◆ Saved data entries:
>>>>>

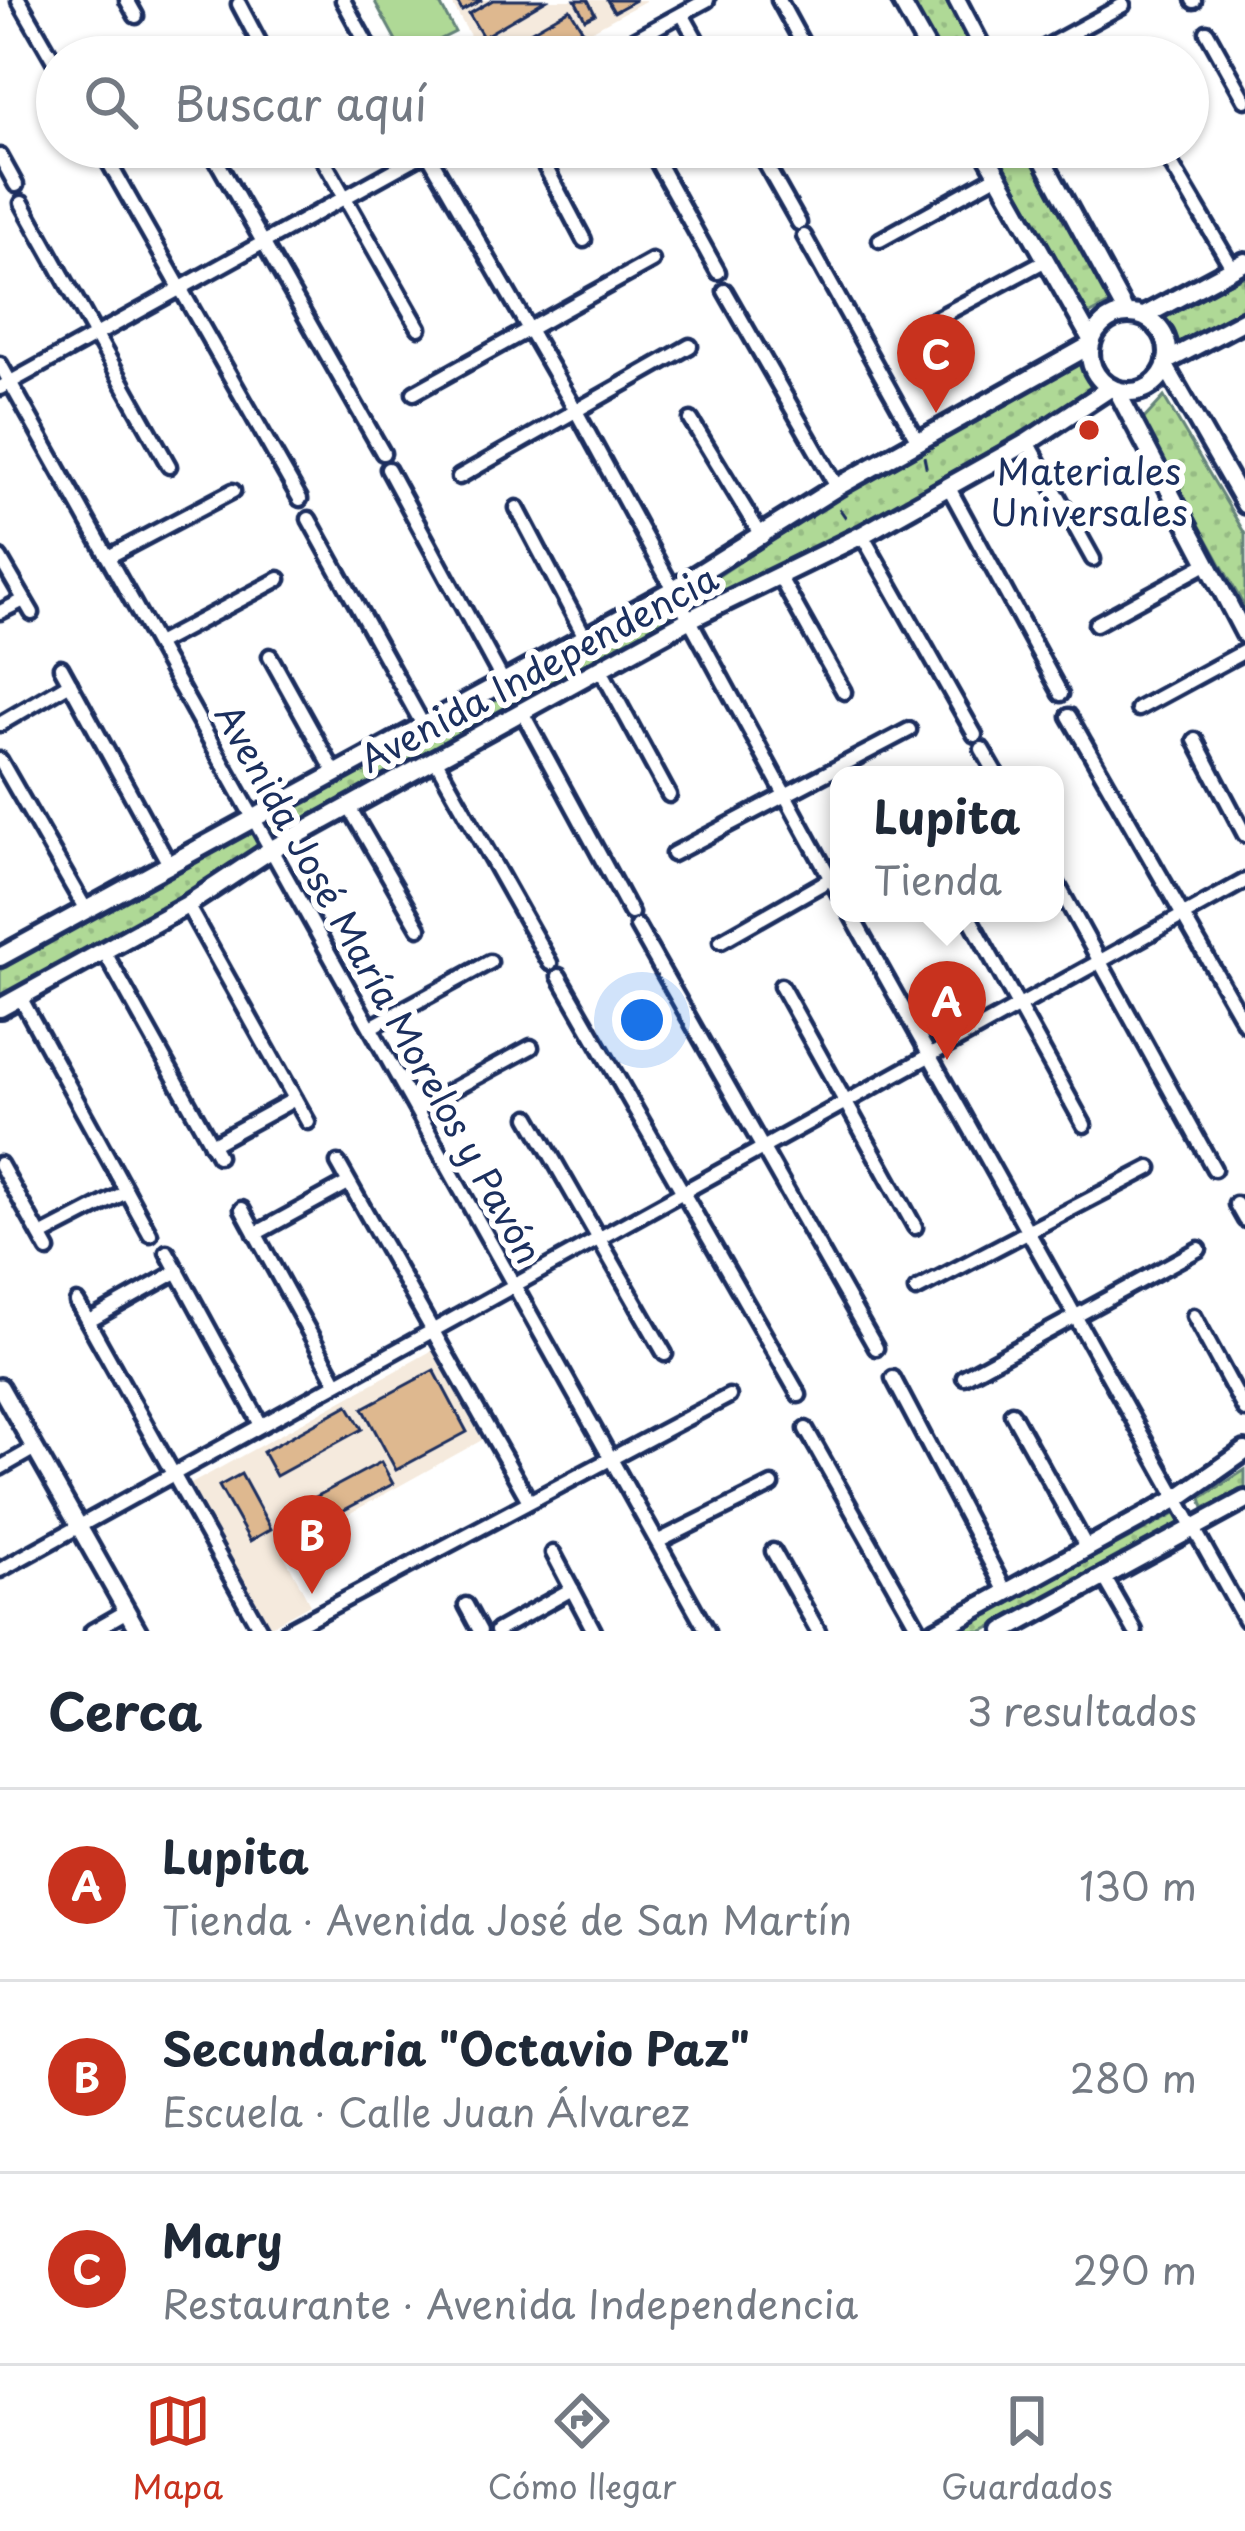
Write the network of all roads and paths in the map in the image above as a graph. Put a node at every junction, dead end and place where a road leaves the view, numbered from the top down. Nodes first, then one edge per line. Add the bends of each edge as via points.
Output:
1 (19, 0) edge
2 (127, 0) edge
3 (343, 0) edge
4 (707, 0) edge
5 (779, 0) edge
6 (900, 0) edge
7 (956, 0) edge
8 (239, 4) dead end
9 (1124, 5) dead end
10 (682, 14) junction
11 (136, 16) dead end
12 (1207, 32) dead end
13 (40, 36) edge
14 (256, 36) edge
15 (363, 36) edge
16 (641, 36) edge
17 (694, 36) edge
18 (799, 36) edge
19 (920, 36) edge
20 (976, 36) edge
21 (1067, 36) edge
22 (1245, 100) edge
23 (0, 155) edge
24 (112, 168) edge
25 (220, 168) edge
26 (327, 168) edge
27 (396, 168) edge
28 (440, 168) edge
29 (546, 168) edge
30 (661, 168) edge
31 (767, 168) edge
32 (994, 168) edge
33 (1048, 168) edge
34 (1175, 168) edge
35 (998, 175) junction
36 (16, 184) dead end
37 (343, 198) junction
38 (22, 203) dead end
39 (584, 240) dead end
40 (880, 240) dead end
41 (262, 243) junction
42 (1046, 260) junction
43 (652, 261) dead end
44 (1239, 266) edge
45 (718, 272) dead end
46 (178, 289) junction
47 (725, 291) dead end
48 (1135, 315) junction
49 (1245, 320) edge
50 (926, 324) dead end
51 (419, 328) dead end
52 (529, 329) junction
53 (95, 335) junction
54 (1090, 343) junction
55 (690, 346) dead end
56 (0, 364) edge
57 (1167, 364) junction
58 (5, 385) edge
59 (1113, 389) junction
60 (414, 393) dead end
61 (574, 409) junction
62 (691, 420) dead end
63 (921, 442) junction
64 (1028, 442) junction
65 (383, 453) dead end
66 (169, 466) dead end
67 (388, 469) dead end
68 (459, 477) dead end
69 (945, 489) junction
70 (833, 490) junction
71 (232, 491) dead end
72 (300, 499) dead end
73 (1245, 505) edge
74 (517, 508) dead end
75 (309, 519) dead end
76 (860, 536) junction
77 (762, 537) junction
78 (108, 557) junction
79 (0, 558) edge
80 (1093, 559) dead end
81 (1206, 564) junction
82 (779, 576) junction
83 (279, 579) dead end
84 (674, 589) junction
85 (24, 600) junction
86 (0, 612) edge
87 (32, 613) dead end
88 (690, 619) junction
89 (1096, 624) dead end
90 (1245, 635) edge
91 (585, 637) junction
92 (157, 644) junction
93 (1245, 651) edge
94 (270, 656) dead end
95 (61, 667) dead end
96 (600, 668) junction
97 (503, 681) junction
98 (70, 683) junction
99 (844, 692) dead end
100 (1061, 694) dead end
101 (1138, 709) dead end
102 (522, 712) junction
103 (1069, 716) dead end
104 (0, 724) edge
105 (423, 724) junction
106 (909, 730) dead end
107 (975, 735) dead end
108 (1195, 740) dead end
109 (982, 749) dead end
110 (435, 759) junction
111 (0, 760) edge
112 (840, 766) edge
113 (992, 766) edge
114 (830, 771) edge
115 (335, 773) junction
116 (786, 794) junction
117 (669, 795) dead end
118 (349, 807) junction
119 (254, 816) junction
120 (1245, 836) edge
121 (272, 849) junction
122 (673, 854) dead end
123 (169, 864) junction
124 (830, 868) edge
125 (830, 879) edge
126 (1245, 881) edge
127 (1064, 896) edge
128 (188, 905) junction
129 (86, 910) junction
130 (1183, 915) junction
131 (855, 922) edge
132 (972, 922) edge
133 (419, 928) dead end
134 (721, 941) dead end
135 (104, 951) junction
136 (0, 957) edge
137 (1100, 961) junction
138 (490, 962) dead end
139 (550, 963) dead end
140 (560, 976) dead end
141 (781, 986) dead end
142 (20, 998) junction
143 (1018, 1006) junction
144 (0, 1008) edge
145 (1245, 1024) edge
146 (371, 1027) junction
147 (531, 1047) dead end
148 (929, 1056) junction
149 (295, 1099) junction
150 (846, 1102) junction
151 (417, 1108) junction
152 (529, 1117) dead end
153 (308, 1122) dead end
154 (1084, 1125) dead end
155 (763, 1148) junction
156 (338, 1163) dead end
157 (0, 1164) edge
158 (1150, 1168) dead end
159 (1214, 1169) dead end
160 (348, 1183) junction
161 (126, 1192) junction
162 (683, 1192) junction
163 (1236, 1204) dead end
164 (242, 1209) dead end
165 (1245, 1220) edge
166 (915, 1227) dead end
167 (1028, 1230) junction
168 (150, 1234) dead end
169 (256, 1234) junction
170 (41, 1236) junction
171 (599, 1238) junction
172 (1199, 1249) dead end
173 (48, 1250) dead end
174 (167, 1252) dead end
175 (178, 1270) junction
176 (515, 1285) junction
177 (916, 1290) dead end
178 (77, 1302) dead end
179 (1078, 1315) junction
180 (1193, 1316) dead end
181 (88, 1321) junction
182 (430, 1332) junction
183 (876, 1348) dead end
184 (665, 1354) dead end
185 (964, 1377) dead end
186 (893, 1378) dead end
187 (337, 1383) junction
188 (0, 1387) edge
189 (800, 1395) dead end
190 (729, 1396) dead end
191 (1245, 1410) edge
192 (1012, 1413) dead end
193 (261, 1425) junction
194 (806, 1429) dead end
195 (34, 1448) junction
196 (1245, 1451) edge
197 (611, 1456) junction
198 (0, 1468) edge
199 (171, 1475) junction
200 (772, 1485) dead end
201 (1178, 1498) junction
202 (1245, 1500) edge
203 (529, 1501) junction
204 (1193, 1525) junction
205 (79, 1526) junction
206 (658, 1541) junction
207 (1087, 1548) junction
208 (773, 1551) dead end
209 (553, 1552) dead end
210 (0, 1570) edge
211 (1103, 1575) junction
212 (572, 1589) junction
213 (1006, 1592) junction
214 (466, 1605) dead end
215 (127, 1611) junction
216 (1245, 1620) edge
217 (1027, 1625) edge
218 (92, 1631) edge
219 (138, 1631) edge
220 (261, 1631) edge
221 (286, 1631) edge
222 (481, 1631) edge
223 (497, 1631) edge
224 (594, 1631) edge
225 (707, 1631) edge
226 (818, 1631) edge
227 (920, 1631) edge
228 (935, 1631) edge
229 (1004, 1631) edge
230 (1135, 1631) edge

1 - 13 street
2 - 11 street
3 - 15 street
4 - 10 street
5 - 18 street
6 - 19 street
7 - 20 street
8 - 14 street
9 - 21 street
10 - 16 street
10 - 17 street
12 - 22 street
23 - 36 street
24 - 46 street
25 - 41 street
26 - 37 street
27 - 37 street
28 - 52 street
29 - 39 street
30 - 45 street
31 - 63 street
32 - 35 street
33 - 48 street
34 - 44 street
35 - 40 street
35 - 42 street
37 - 41 street
37 - 51 street
38 - 53 street
41 - 46 street
41 - 65 street
42 - 50 street
42 - 54 street
43 - 52 street
44 - 48 main road
46 - 53 street
46 - 72 street
47 - 70 street
48 - 54 main road via 1099,327
48 - 57 main road via 1164,334
49 - 57 main road
52 - 60 street
52 - 61 street
53 - 58 street
53 - 66 street
54 - 59 main road via 1093,370
54 - 63 main road, Avenida Independencia
55 - 61 street
56 - 58 street, Avenida José María Morelos y Pavón
57 - 59 main road via 1141,391
57 - 73 street
58 - 78 street, Avenida José María Morelos y Pavón
59 - 64 main road, Avenida Independencia
59 - 81 street
61 - 68 street
61 - 84 street
62 - 77 street
63 - 69 path via 926,472
63 - 70 main road, Avenida Independencia
64 - 69 main road, Avenida Independencia
64 - 80 street
67 - 97 street
69 - 76 main road, Avenida Independencia
69 - 100 street
70 - 76 path
70 - 77 main road, Avenida Independencia
71 - 78 street
74 - 91 street
75 - 105 street
76 - 82 main road, Avenida Independencia
76 - 107 street
77 - 84 main road, Avenida Independencia
78 - 92 street, Avenida José María Morelos y Pavón
79 - 85 street
81 - 89 street
81 - 90 street
82 - 88 main road, Avenida Independencia
82 - 99 street
83 - 92 street
84 - 88 street
84 - 91 main road, Avenida Independencia
85 - 86 street
85 - 87 street
88 - 96 main road, Avenida Independencia
88 - 116 street
91 - 97 main road, Avenida Independencia
92 - 119 street, Avenida José María Morelos y Pavón
93 - 101 street
94 - 115 street
95 - 98 street
96 - 102 main road, Avenida Independencia
96 - 117 street
97 - 105 main road, Avenida Independencia
98 - 104 street
98 - 123 street
102 - 110 main road, Avenida Independencia
102 - 155 street
103 - 130 street
105 - 115 main road, Avenida Independencia
106 - 112 street
108 - 120 street
109 - 113 street
110 - 118 main road, Avenida Independencia
110 - 139 street
111 - 129 street
114 - 116 street
115 - 119 main road, Avenida Independencia
116 - 122 street
116 - 124 street
118 - 121 main road, Avenida Independencia
118 - 133 street
119 - 121 street, Avenida José María Morelos y Pavón
119 - 123 main road, Avenida Independencia
121 - 128 main road, Avenida Independencia
121 - 146 street, Avenida José María Morelos y Pavón
123 - 129 main road, Avenida Independencia
125 - 134 street
126 - 130 street
127 - 137 street
128 - 135 main road, Avenida Independencia
128 - 149 street
129 - 136 main road, Avenida Independencia
130 - 137 street
130 - 145 street
131 - 148 street
132 - 143 street
135 - 142 main road, Avenida Independencia
135 - 149 street via 214,1151
137 - 143 street
137 - 159 street
138 - 146 street
140 - 162 street
141 - 150 street
142 - 144 main road, Avenida Independencia
142 - 161 street
143 - 148 street
143 - 154 street
146 - 151 street, Avenida José María Morelos y Pavón
147 - 151 street
148 - 150 street
148 - 167 street
149 - 153 street
150 - 155 street
150 - 166 street
151 - 176 street, Avenida José María Morelos y Pavón
152 - 171 street
155 - 162 street
155 - 183 street
156 - 160 street
157 - 170 street
158 - 167 street
160 - 169 street
160 - 182 street
161 - 168 street
161 - 170 street
162 - 171 street
162 - 189 street
163 - 165 street
164 - 169 street
167 - 177 street
167 - 179 street
169 - 187 street
170 - 173 street
171 - 176 street
171 - 184 street
172 - 179 street
174 - 175 street
175 - 181 street
175 - 193 street
176 - 182 street
176 - 197 street, Avenida José María Morelos y Pavón
178 - 181 street
179 - 185 street
179 - 201 street
180 - 191 street
181 - 199 street
182 - 187 street
182 - 203 street
186 - 213 street
187 - 193 street
188 - 195 street
190 - 197 street
192 - 207 street
193 - 199 street
194 - 227 street
195 - 198 street
195 - 205 street
196 - 201 main road
197 - 203 street
197 - 206 street, Avenida José María Morelos y Pavón
199 - 205 street
199 - 220 street
200 - 206 street
201 - 204 street
201 - 207 main road
202 - 204 main road
203 - 221 street
204 - 211 main road
204 - 216 street
205 - 210 street
205 - 215 street
206 - 225 street, Avenida José María Morelos y Pavón
207 - 213 main road
208 - 226 street
209 - 212 street
211 - 217 main road
211 - 230 street
212 - 223 street
212 - 224 street
213 - 228 main road
214 - 222 street
215 - 218 street
215 - 219 street
217 - 229 main road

<<<<<

◆ TASK REQUIREMENTS: Search the data for the string "Pavón" and copy each line where it appears.

◆ WRITTEN ANSWER:
56 - 58 street, Avenida José María Morelos y Pavón
58 - 78 street, Avenida José María Morelos y Pavón
78 - 92 street, Avenida José María Morelos y Pavón
92 - 119 street, Avenida José María Morelos y Pavón
119 - 121 street, Avenida José María Morelos y Pavón
121 - 146 street, Avenida José María Morelos y Pavón
146 - 151 street, Avenida José María Morelos y Pavón
151 - 176 street, Avenida José María Morelos y Pavón
176 - 197 street, Avenida José María Morelos y Pavón
197 - 206 street, Avenida José María Morelos y Pavón
206 - 225 street, Avenida José María Morelos y Pavón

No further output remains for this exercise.